EXCERPTED DATA
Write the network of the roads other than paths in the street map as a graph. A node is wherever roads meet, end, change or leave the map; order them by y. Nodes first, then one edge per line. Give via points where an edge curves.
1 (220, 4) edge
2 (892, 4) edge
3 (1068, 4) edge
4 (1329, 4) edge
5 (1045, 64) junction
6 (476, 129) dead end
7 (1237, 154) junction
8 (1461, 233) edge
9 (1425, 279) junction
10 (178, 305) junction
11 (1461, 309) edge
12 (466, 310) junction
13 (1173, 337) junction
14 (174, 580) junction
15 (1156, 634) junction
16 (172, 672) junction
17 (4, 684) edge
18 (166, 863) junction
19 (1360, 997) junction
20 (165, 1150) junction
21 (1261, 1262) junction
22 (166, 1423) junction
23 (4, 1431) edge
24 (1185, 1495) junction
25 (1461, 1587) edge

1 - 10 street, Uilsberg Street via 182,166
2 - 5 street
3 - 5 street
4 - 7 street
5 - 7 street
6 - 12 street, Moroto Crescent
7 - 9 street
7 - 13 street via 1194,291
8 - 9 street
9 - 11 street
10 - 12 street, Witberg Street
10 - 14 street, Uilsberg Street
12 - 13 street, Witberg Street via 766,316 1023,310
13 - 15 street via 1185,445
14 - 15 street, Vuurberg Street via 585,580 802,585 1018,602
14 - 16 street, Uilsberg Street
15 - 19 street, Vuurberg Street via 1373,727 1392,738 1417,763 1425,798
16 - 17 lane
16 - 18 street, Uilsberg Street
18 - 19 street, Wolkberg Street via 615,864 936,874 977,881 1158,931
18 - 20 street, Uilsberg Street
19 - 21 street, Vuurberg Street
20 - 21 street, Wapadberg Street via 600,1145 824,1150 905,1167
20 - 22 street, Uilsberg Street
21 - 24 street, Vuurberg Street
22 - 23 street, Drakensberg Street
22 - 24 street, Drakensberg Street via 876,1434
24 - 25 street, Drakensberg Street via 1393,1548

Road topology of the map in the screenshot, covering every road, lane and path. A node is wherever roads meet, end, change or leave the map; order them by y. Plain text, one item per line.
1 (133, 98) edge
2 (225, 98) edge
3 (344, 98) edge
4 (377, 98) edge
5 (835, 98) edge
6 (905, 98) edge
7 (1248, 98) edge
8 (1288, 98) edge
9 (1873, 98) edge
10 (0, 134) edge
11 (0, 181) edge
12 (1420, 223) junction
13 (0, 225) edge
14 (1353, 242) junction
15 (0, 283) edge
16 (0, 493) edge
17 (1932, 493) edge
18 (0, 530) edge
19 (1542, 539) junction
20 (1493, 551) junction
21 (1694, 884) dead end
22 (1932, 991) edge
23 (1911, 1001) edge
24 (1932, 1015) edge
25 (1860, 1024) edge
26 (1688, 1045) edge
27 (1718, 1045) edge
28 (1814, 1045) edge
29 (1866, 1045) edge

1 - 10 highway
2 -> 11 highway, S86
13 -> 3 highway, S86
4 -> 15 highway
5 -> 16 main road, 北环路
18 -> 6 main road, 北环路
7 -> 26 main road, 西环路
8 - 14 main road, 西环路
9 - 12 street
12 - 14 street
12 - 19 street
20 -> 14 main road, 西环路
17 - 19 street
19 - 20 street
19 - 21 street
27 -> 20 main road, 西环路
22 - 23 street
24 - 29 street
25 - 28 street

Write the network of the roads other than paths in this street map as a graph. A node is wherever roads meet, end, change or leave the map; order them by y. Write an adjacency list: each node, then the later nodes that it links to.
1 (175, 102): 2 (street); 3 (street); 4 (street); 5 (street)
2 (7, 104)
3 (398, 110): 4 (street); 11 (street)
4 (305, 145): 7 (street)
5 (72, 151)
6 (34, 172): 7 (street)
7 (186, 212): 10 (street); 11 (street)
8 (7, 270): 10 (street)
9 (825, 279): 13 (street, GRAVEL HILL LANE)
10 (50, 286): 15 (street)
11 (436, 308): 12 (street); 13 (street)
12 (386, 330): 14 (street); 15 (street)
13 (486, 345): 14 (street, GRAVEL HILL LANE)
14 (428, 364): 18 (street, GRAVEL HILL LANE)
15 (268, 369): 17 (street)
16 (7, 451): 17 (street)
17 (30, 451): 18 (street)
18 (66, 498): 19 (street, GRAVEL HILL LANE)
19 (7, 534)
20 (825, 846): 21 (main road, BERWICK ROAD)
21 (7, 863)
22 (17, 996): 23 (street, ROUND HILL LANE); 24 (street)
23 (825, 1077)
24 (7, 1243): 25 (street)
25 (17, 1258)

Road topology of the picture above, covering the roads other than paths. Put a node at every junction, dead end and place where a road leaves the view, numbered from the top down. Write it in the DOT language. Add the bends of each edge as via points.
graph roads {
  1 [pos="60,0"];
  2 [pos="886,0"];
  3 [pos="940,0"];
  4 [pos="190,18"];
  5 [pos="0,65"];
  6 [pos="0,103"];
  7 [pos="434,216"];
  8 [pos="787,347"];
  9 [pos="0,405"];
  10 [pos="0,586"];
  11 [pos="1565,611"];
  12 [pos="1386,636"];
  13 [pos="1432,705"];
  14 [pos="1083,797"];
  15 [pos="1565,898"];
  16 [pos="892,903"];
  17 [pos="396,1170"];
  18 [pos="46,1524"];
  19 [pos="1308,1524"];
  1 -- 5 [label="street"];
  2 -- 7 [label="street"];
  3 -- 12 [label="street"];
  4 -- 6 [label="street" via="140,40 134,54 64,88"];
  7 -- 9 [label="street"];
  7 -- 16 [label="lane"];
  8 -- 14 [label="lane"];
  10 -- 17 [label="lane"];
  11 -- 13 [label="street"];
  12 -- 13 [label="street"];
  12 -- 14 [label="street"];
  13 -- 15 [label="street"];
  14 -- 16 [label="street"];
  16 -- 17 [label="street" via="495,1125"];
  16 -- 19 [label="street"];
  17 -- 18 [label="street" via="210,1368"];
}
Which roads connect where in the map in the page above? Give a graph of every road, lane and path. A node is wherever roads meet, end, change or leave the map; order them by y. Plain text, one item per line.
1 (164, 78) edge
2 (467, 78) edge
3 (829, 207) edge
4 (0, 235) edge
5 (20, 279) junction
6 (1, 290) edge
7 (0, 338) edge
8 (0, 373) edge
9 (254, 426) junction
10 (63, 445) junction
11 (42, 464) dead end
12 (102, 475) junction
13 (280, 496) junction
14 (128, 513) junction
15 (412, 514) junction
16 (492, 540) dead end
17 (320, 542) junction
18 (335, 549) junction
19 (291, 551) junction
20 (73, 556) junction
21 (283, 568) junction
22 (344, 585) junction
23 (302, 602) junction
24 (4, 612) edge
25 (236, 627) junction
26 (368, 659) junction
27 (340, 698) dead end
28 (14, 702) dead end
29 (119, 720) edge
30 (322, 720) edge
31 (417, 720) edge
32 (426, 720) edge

EXERCISE DETAILS
Can you reproduce all the material exactly?

SOLUTION TO THIS PROBLEM
Write the network of the roads other than paths in the street map as a graph. A node is wherever roads meet, end, change or leave the map; order them by y. Nodes first, then one edge per line. Give via points where an edge curves.
1 (220, 4) edge
2 (892, 4) edge
3 (1068, 4) edge
4 (1329, 4) edge
5 (1045, 64) junction
6 (476, 129) dead end
7 (1237, 154) junction
8 (1461, 233) edge
9 (1425, 279) junction
10 (178, 305) junction
11 (1461, 309) edge
12 (466, 310) junction
13 (1173, 337) junction
14 (174, 580) junction
15 (1156, 634) junction
16 (172, 672) junction
17 (4, 684) edge
18 (166, 863) junction
19 (1360, 997) junction
20 (165, 1150) junction
21 (1261, 1262) junction
22 (166, 1423) junction
23 (4, 1431) edge
24 (1185, 1495) junction
25 (1461, 1587) edge

1 - 10 street, Uilsberg Street via 182,166
2 - 5 street
3 - 5 street
4 - 7 street
5 - 7 street
6 - 12 street, Moroto Crescent
7 - 9 street
7 - 13 street via 1194,291
8 - 9 street
9 - 11 street
10 - 12 street, Witberg Street
10 - 14 street, Uilsberg Street
12 - 13 street, Witberg Street via 766,316 1023,310
13 - 15 street via 1185,445
14 - 15 street, Vuurberg Street via 585,580 802,585 1018,602
14 - 16 street, Uilsberg Street
15 - 19 street, Vuurberg Street via 1373,727 1392,738 1417,763 1425,798
16 - 17 lane
16 - 18 street, Uilsberg Street
18 - 19 street, Wolkberg Street via 615,864 936,874 977,881 1158,931
18 - 20 street, Uilsberg Street
19 - 21 street, Vuurberg Street
20 - 21 street, Wapadberg Street via 600,1145 824,1150 905,1167
20 - 22 street, Uilsberg Street
21 - 24 street, Vuurberg Street
22 - 23 street, Drakensberg Street
22 - 24 street, Drakensberg Street via 876,1434
24 - 25 street, Drakensberg Street via 1393,1548

Road topology of the map in the screenshot, covering every road, lane and path. A node is wherever roads meet, end, change or leave the map; order them by y. Plain text, one item per line.
1 (133, 98) edge
2 (225, 98) edge
3 (344, 98) edge
4 (377, 98) edge
5 (835, 98) edge
6 (905, 98) edge
7 (1248, 98) edge
8 (1288, 98) edge
9 (1873, 98) edge
10 (0, 134) edge
11 (0, 181) edge
12 (1420, 223) junction
13 (0, 225) edge
14 (1353, 242) junction
15 (0, 283) edge
16 (0, 493) edge
17 (1932, 493) edge
18 (0, 530) edge
19 (1542, 539) junction
20 (1493, 551) junction
21 (1694, 884) dead end
22 (1932, 991) edge
23 (1911, 1001) edge
24 (1932, 1015) edge
25 (1860, 1024) edge
26 (1688, 1045) edge
27 (1718, 1045) edge
28 (1814, 1045) edge
29 (1866, 1045) edge

1 - 10 highway
2 -> 11 highway, S86
13 -> 3 highway, S86
4 -> 15 highway
5 -> 16 main road, 北环路
18 -> 6 main road, 北环路
7 -> 26 main road, 西环路
8 - 14 main road, 西环路
9 - 12 street
12 - 14 street
12 - 19 street
20 -> 14 main road, 西环路
17 - 19 street
19 - 20 street
19 - 21 street
27 -> 20 main road, 西环路
22 - 23 street
24 - 29 street
25 - 28 street

Write the network of the roads other than paths in this street map as a graph. A node is wherever roads meet, end, change or leave the map; order them by y. Write an adjacency list: each node, then the later nodes that it links to.
1 (175, 102): 2 (street); 3 (street); 4 (street); 5 (street)
2 (7, 104)
3 (398, 110): 4 (street); 11 (street)
4 (305, 145): 7 (street)
5 (72, 151)
6 (34, 172): 7 (street)
7 (186, 212): 10 (street); 11 (street)
8 (7, 270): 10 (street)
9 (825, 279): 13 (street, GRAVEL HILL LANE)
10 (50, 286): 15 (street)
11 (436, 308): 12 (street); 13 (street)
12 (386, 330): 14 (street); 15 (street)
13 (486, 345): 14 (street, GRAVEL HILL LANE)
14 (428, 364): 18 (street, GRAVEL HILL LANE)
15 (268, 369): 17 (street)
16 (7, 451): 17 (street)
17 (30, 451): 18 (street)
18 (66, 498): 19 (street, GRAVEL HILL LANE)
19 (7, 534)
20 (825, 846): 21 (main road, BERWICK ROAD)
21 (7, 863)
22 (17, 996): 23 (street, ROUND HILL LANE); 24 (street)
23 (825, 1077)
24 (7, 1243): 25 (street)
25 (17, 1258)

Road topology of the picture above, covering the roads other than paths. Put a node at every junction, dead end and place where a road leaves the view, numbered from the top down. Write it in the DOT language. Add the bends of each edge as via points.
graph roads {
  1 [pos="60,0"];
  2 [pos="886,0"];
  3 [pos="940,0"];
  4 [pos="190,18"];
  5 [pos="0,65"];
  6 [pos="0,103"];
  7 [pos="434,216"];
  8 [pos="787,347"];
  9 [pos="0,405"];
  10 [pos="0,586"];
  11 [pos="1565,611"];
  12 [pos="1386,636"];
  13 [pos="1432,705"];
  14 [pos="1083,797"];
  15 [pos="1565,898"];
  16 [pos="892,903"];
  17 [pos="396,1170"];
  18 [pos="46,1524"];
  19 [pos="1308,1524"];
  1 -- 5 [label="street"];
  2 -- 7 [label="street"];
  3 -- 12 [label="street"];
  4 -- 6 [label="street" via="140,40 134,54 64,88"];
  7 -- 9 [label="street"];
  7 -- 16 [label="lane"];
  8 -- 14 [label="lane"];
  10 -- 17 [label="lane"];
  11 -- 13 [label="street"];
  12 -- 13 [label="street"];
  12 -- 14 [label="street"];
  13 -- 15 [label="street"];
  14 -- 16 [label="street"];
  16 -- 17 [label="street" via="495,1125"];
  16 -- 19 [label="street"];
  17 -- 18 [label="street" via="210,1368"];
}
Which roads connect where in the map in the page above? Give a graph of every road, lane and path. A node is wherever roads meet, end, change or leave the map; order them by y. Plain text, one item per line.
1 (164, 78) edge
2 (467, 78) edge
3 (829, 207) edge
4 (0, 235) edge
5 (20, 279) junction
6 (1, 290) edge
7 (0, 338) edge
8 (0, 373) edge
9 (254, 426) junction
10 (63, 445) junction
11 (42, 464) dead end
12 (102, 475) junction
13 (280, 496) junction
14 (128, 513) junction
15 (412, 514) junction
16 (492, 540) dead end
17 (320, 542) junction
18 (335, 549) junction
19 (291, 551) junction
20 (73, 556) junction
21 (283, 568) junction
22 (344, 585) junction
23 (302, 602) junction
24 (4, 612) edge
25 (236, 627) junction
26 (368, 659) junction
27 (340, 698) dead end
28 (14, 702) dead end
29 (119, 720) edge
30 (322, 720) edge
31 (417, 720) edge
32 (426, 720) edge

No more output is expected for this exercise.